Tally the lines of the records that contain the string "nodes", then give the total and nothing more.

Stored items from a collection
—————

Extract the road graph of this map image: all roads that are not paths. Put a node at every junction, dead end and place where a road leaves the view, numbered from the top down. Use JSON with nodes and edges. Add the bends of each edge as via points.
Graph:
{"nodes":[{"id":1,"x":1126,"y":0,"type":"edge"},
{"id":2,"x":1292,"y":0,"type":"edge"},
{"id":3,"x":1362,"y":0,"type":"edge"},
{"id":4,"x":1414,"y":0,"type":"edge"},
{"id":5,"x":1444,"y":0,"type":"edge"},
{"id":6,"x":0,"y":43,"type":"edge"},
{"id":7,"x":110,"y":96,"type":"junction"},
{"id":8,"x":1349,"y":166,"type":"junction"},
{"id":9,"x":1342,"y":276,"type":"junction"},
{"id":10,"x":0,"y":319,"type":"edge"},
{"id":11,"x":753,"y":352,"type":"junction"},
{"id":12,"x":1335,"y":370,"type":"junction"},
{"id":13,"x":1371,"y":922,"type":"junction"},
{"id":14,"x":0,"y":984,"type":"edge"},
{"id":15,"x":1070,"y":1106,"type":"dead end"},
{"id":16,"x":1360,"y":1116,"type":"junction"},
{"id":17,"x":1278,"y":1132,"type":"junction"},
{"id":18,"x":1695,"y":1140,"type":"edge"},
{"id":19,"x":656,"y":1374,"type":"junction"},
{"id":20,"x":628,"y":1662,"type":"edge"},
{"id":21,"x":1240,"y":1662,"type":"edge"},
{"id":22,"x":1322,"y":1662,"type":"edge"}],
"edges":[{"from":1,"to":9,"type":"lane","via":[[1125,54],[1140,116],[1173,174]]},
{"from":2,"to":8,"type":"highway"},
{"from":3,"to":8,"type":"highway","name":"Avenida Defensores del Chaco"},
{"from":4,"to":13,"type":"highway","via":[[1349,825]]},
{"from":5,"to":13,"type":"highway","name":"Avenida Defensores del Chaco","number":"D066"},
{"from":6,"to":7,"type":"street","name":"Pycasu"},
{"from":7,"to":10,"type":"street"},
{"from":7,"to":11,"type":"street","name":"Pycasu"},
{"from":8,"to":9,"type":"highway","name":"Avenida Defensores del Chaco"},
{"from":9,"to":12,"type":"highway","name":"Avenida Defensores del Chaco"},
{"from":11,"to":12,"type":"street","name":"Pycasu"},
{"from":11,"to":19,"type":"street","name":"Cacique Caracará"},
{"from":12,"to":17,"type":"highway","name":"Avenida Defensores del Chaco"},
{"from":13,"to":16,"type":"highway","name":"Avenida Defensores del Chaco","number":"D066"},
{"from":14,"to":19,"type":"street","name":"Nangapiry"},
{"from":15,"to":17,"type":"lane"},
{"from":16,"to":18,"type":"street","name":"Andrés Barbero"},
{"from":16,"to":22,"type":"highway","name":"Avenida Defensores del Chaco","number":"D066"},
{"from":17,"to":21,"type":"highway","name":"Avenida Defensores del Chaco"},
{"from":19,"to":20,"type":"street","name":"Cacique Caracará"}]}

—————

Result below
2